THE TASK: Only lines containing the word "graph" belong in the answer; copy each one from the records.

Stored data
######
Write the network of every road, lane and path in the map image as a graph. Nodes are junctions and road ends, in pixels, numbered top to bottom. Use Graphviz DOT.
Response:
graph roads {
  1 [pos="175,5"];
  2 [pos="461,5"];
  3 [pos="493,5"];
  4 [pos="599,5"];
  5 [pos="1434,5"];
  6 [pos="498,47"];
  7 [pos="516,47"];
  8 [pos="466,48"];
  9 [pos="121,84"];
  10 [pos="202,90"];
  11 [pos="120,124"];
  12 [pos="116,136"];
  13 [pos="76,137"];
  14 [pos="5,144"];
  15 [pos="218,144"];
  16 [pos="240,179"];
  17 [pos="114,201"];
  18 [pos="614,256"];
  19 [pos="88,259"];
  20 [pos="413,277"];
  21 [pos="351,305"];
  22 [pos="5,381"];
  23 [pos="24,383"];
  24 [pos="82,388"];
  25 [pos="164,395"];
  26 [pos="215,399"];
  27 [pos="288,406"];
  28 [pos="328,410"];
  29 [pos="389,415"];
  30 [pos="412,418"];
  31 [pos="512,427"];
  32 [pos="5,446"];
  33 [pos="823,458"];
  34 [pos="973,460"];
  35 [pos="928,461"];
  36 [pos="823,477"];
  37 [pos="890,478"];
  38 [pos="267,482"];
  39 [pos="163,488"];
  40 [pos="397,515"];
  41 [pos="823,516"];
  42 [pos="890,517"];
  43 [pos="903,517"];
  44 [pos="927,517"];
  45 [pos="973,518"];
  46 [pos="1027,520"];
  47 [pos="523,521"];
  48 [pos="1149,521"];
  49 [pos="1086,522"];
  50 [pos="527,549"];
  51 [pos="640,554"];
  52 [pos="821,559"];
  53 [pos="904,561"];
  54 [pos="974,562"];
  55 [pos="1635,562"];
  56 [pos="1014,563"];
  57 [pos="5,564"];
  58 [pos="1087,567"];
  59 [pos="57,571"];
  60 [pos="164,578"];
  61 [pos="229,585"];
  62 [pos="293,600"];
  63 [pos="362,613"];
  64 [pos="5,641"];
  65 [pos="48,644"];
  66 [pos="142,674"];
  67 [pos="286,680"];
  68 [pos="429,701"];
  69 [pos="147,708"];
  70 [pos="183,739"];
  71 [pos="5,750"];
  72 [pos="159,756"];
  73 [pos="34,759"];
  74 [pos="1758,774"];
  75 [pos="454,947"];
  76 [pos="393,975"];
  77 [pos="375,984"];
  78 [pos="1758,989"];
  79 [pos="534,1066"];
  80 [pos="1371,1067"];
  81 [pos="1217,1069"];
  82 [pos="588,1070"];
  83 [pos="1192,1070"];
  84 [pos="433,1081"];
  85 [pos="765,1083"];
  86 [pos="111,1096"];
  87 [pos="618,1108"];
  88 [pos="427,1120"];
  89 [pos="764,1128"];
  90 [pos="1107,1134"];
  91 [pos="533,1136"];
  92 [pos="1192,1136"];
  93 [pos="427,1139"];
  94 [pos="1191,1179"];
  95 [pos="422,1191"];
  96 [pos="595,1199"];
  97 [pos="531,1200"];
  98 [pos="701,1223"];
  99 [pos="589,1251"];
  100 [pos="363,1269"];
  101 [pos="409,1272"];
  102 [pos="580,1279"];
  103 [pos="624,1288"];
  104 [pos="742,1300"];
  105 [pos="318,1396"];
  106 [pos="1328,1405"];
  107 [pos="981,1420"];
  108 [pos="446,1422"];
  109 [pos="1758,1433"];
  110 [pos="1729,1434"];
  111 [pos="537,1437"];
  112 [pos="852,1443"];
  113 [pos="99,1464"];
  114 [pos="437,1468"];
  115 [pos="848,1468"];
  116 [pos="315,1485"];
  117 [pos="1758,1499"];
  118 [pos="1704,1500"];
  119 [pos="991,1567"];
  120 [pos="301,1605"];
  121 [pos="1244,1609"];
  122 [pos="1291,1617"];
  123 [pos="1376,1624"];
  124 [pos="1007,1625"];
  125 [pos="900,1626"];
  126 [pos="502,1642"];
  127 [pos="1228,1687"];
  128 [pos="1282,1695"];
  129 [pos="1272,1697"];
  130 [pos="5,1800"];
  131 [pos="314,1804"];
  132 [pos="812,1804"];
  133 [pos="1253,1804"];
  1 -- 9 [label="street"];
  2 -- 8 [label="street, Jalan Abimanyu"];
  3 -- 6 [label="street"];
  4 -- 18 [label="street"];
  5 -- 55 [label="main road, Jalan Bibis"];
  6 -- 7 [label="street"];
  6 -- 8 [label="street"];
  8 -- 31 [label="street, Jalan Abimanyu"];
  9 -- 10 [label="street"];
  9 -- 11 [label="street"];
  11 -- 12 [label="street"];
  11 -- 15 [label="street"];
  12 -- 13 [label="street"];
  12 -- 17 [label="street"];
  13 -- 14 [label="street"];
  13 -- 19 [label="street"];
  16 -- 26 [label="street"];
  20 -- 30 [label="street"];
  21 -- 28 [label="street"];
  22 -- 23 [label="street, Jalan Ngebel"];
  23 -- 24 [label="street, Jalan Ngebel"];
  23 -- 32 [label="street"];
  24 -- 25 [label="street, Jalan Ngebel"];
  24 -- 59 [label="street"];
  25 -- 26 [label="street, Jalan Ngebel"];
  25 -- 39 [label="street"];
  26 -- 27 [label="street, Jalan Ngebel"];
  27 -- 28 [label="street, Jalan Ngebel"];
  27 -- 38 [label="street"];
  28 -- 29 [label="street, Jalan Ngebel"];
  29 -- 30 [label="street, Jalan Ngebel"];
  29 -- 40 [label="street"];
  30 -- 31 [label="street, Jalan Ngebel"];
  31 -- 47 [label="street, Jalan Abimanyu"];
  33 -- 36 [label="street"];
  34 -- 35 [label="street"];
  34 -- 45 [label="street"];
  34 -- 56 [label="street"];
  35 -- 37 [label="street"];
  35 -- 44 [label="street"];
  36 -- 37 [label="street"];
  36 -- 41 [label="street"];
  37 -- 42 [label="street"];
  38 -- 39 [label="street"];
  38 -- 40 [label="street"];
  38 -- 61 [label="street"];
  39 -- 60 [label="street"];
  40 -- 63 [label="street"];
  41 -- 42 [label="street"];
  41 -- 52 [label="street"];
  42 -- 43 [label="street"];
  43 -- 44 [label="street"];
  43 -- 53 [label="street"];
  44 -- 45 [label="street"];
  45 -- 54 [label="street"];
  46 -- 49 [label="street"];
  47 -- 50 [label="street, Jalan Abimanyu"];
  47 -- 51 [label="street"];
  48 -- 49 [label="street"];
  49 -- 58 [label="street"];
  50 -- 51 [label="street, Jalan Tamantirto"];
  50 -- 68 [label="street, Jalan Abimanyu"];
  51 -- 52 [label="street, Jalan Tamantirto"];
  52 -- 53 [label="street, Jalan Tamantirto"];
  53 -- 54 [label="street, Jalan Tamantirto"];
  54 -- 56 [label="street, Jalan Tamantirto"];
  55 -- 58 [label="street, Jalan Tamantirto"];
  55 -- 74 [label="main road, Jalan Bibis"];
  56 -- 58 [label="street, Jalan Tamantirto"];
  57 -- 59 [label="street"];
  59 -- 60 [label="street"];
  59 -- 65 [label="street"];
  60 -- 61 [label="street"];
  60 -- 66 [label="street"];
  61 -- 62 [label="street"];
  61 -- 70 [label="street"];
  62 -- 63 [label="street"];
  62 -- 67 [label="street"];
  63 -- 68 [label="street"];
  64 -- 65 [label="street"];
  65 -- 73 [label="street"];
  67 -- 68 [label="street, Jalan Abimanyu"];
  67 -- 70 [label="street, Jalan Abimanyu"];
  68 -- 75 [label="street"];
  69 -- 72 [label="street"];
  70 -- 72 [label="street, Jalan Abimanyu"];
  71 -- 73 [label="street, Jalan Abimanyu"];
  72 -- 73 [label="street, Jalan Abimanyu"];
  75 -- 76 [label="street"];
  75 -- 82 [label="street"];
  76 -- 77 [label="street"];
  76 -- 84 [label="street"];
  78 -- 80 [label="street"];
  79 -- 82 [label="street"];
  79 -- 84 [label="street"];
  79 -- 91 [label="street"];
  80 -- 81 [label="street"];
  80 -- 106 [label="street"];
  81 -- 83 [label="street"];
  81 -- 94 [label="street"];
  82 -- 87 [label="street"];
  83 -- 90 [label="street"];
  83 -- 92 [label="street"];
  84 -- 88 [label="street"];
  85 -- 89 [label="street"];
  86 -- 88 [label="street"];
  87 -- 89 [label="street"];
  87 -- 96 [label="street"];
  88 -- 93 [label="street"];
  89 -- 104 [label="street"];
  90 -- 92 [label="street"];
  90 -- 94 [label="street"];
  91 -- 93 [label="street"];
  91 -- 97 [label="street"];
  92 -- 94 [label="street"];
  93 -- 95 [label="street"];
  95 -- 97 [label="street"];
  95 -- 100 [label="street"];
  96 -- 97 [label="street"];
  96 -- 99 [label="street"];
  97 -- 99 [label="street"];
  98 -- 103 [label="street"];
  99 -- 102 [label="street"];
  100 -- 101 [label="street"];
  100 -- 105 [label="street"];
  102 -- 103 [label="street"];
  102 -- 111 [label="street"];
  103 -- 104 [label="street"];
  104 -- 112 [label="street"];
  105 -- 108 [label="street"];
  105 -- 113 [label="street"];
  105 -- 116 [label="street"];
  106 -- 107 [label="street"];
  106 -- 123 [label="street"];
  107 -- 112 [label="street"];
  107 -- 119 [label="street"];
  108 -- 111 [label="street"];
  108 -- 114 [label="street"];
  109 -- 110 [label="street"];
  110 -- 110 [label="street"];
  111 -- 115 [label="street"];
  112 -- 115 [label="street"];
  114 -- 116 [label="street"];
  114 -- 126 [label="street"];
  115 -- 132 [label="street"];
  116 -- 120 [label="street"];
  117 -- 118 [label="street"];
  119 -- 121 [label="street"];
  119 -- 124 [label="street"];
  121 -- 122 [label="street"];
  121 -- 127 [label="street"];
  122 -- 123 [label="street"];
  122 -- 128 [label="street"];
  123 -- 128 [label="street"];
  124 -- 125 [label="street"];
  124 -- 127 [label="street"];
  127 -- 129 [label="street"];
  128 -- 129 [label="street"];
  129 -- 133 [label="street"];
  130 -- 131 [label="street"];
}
######
ANSWER FOR THIS EXERCISE:
Write the network of every road, lane and path in the map image as a graph. Nodes are junctions and road ends, in pixels, numbered top to bottom. Use Graphviz DOT.
graph roads {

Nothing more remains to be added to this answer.